PRESQUE BARBARE…
C’est d’abord l’énergie vitale presque barbare qui surprend dans l’œuvre de Pierre Marie Lejeune.
Au départ étaient les comètes suspendues aux arbres, elles évoquaient les origines, elles étaient les étranges fruits d’une nature en désordre pesant sur notre inconscient pour lui rappeler qu’avant l’existence de la nature, la terre était cette violente matière, cette nudité. L’artiste nous ramène ainsi à la perception d’un monde en fusion, métamorphose où la matière prend peu à peu sa place, d’un âge oublié, d’un monde sans l’homme.
Il sait évoquer cette origine obscure de la vie par la matière même de ses sculptures, pâte massive et coulées épaisses, formes originelles non formées, déplacements lents dans un cosmos immobile. Mais de cette pâte originelle il fait le voyage jusqu’à l’homme primitif, puis il évoque avec les triptyques et les reliefs, par leur robuste assemblage et la préciosité des matériaux utilisés, le début de la spiritualité hésitant encore entre paganisme et christianisme.
Ainsi à peine évoqué l’écho si lointain de l’homme à peine issu du chaos, ce jeune artiste nous oblige à confronter à notre sensibilité souvent trop raffinée la toute première vérité de notre tempérament.

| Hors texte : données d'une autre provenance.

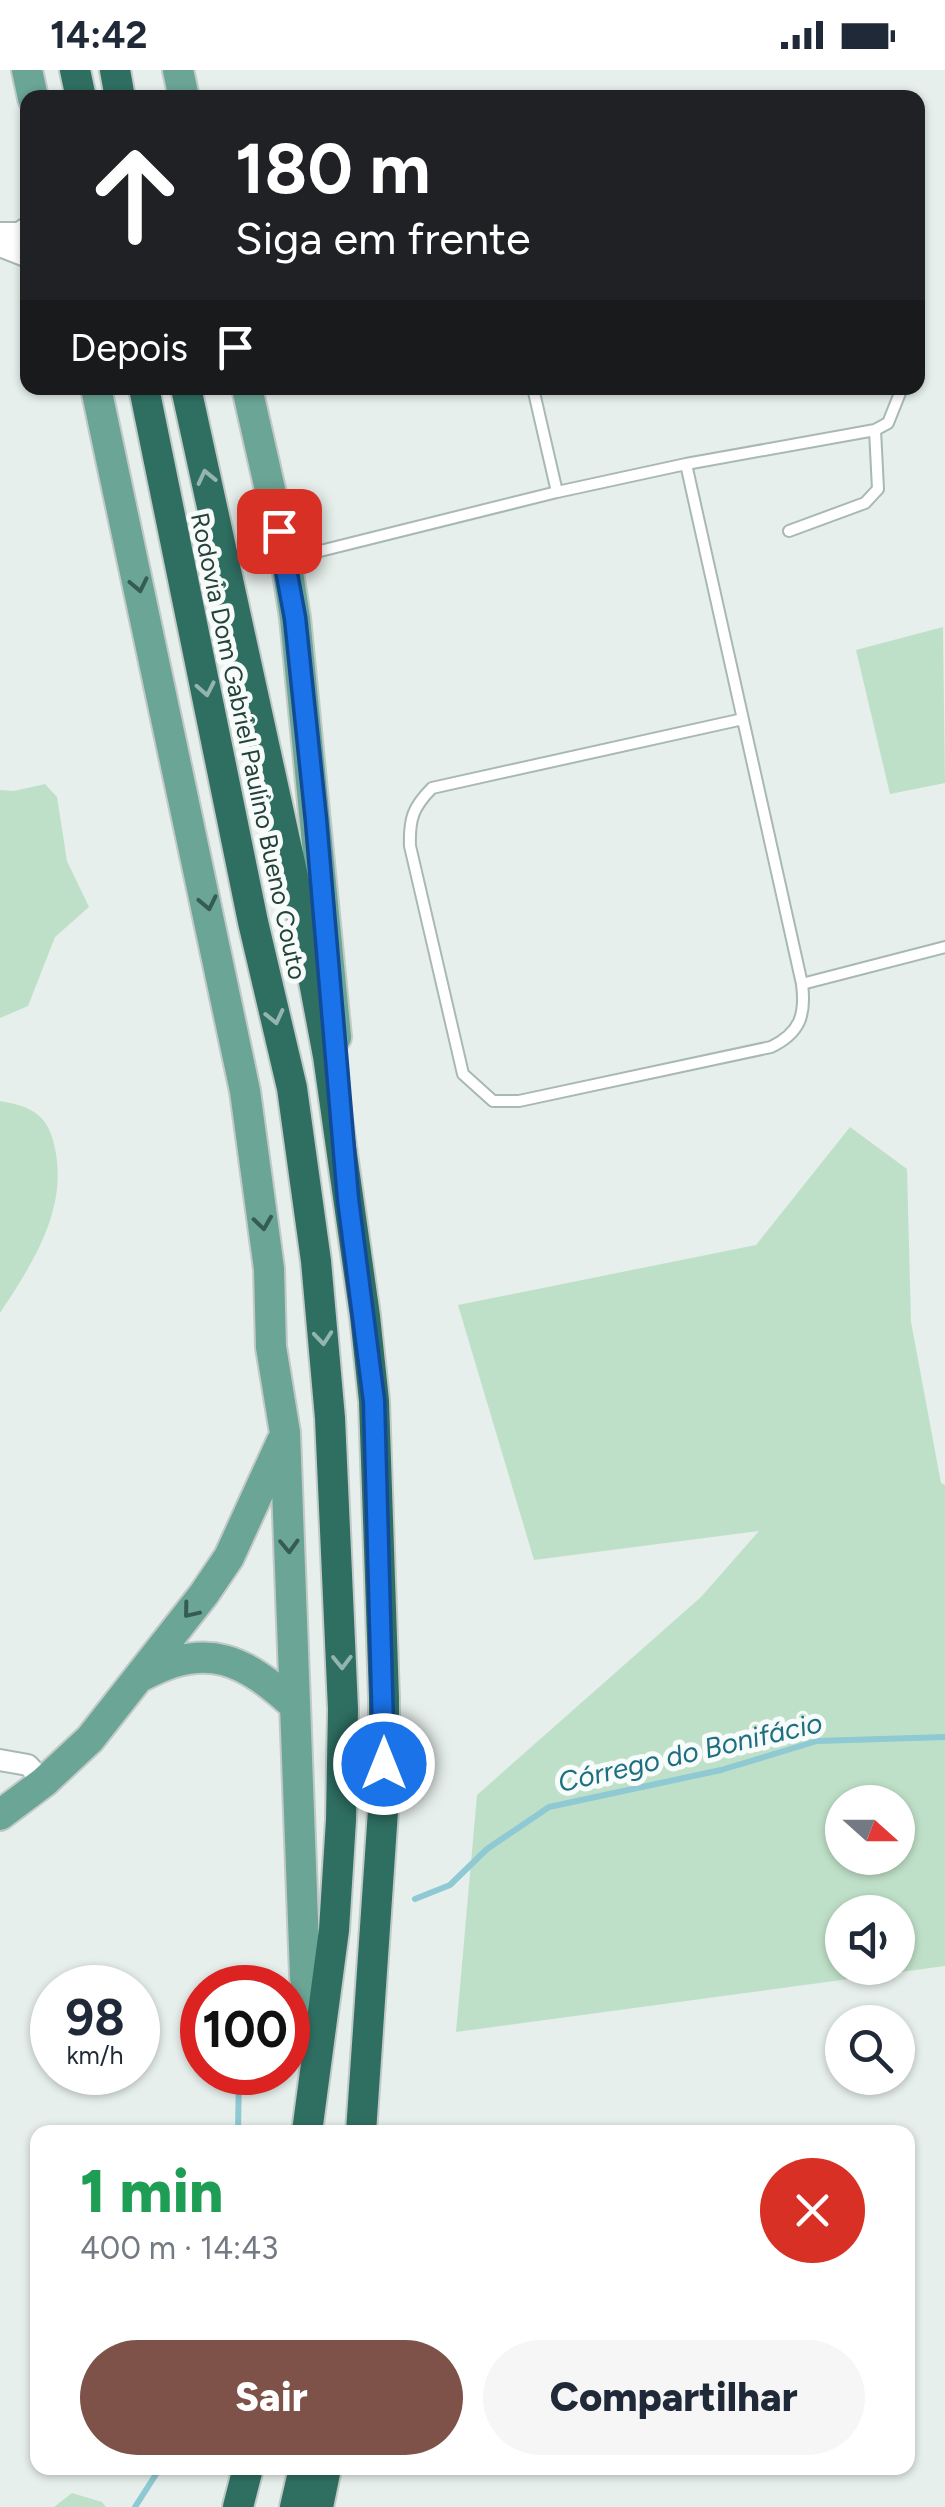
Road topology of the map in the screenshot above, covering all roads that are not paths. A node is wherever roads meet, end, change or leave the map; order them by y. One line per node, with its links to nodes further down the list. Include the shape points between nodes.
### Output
1 (97, 395): 16 (main road, one-way to 16, via 245,1090)
2 (145, 395): 23 (highway, Rodovia Dom Gabriel Paulino Bueno Couto, one-way to 23, via 292,1088 318,1280 343,1709 334,1930)
3 (188, 395): 15 (highway, Rodovia Dom Gabriel Paulino Bueno Couto, one-way to 3, via 285,830)
4 (249, 395): 11 (main road)
5 (535, 395): 9 (lane)
6 (899, 395): 7 (lane, via 888,423)
7 (875, 430): 8 (lane); 10 (lane, via 878,489 865,503)
8 (686, 464): 9 (lane); 12 (lane)
9 (557, 492): 11 (lane)
10 (790, 531)
11 (286, 560): 15 (main road)
12 (743, 718): 14 (lane); 14 (lane, via 432,788 409,820 410,846 463,1074 493,1101 771,1047 801,1022)
13 (945, 947): 14 (lane)
14 (802, 984)
15 (348, 1199): 21 (highway, Rodovia Dom Gabriel Paulino Bueno Couto, via 374,1401)
16 (285, 1434): 17 (main road, one-way to 17, via 229,1556); 18 (main road, one-way to 18)
17 (140, 1677): 18 (main road, via 194,1657 232,1660); 20 (main road)
18 (295, 1706): 23 (main road)
19 (0, 1760): 20 (street, via 28,1766)
20 (44, 1782): 22 (main road)
21 (384, 1796): 25 (highway, Rodovia Dom Gabriel Paulino Bueno Couto); 26 (highway)
22 (0, 1815)
23 (314, 2079): 24 (highway, Rodovia Dom Gabriel Paulino Bueno Couto)
24 (308, 2125)
25 (361, 2125)
26 (378, 2125)
27 (246, 2475): 30 (highway)
28 (302, 2475): 31 (highway)
29 (325, 2475): 32 (highway)
30 (238, 2507)
31 (295, 2507)
32 (318, 2507)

Il tue le mythe du bon sauvage et en étranglant la légende, il lui rend sa dignité de barbare en quête de spiritualité.
Voyageur à cheval sur les siècles, Pierre Marie Lejeune conduit son barbare jusqu’à la lumière électrique et bizarrement la lueur qui fuse des pyramides – sculptures tient plus de l’appel cosmique que de tout autre chose. La lumière sans la science de Lascaux à Paladino en frôlant Patinir, David Caspar Friedrich, Emil Nolde, ce jeune artiste a pris une place tout à fait précise dans la création contemporaine, il est l’artisan d’une nouvelle sensibilité qui oppose à nos siècles de chrétienté, finalement de peu de foi et de peu d’amour, la force ensoleillée, cruelle et mystique que la nature primitive de l’homme impose à l’homme au cœur de la civilisation, et qui agit sur notre mémoire pour nous faire sentir les dangers fascinants d’un moderne Attila.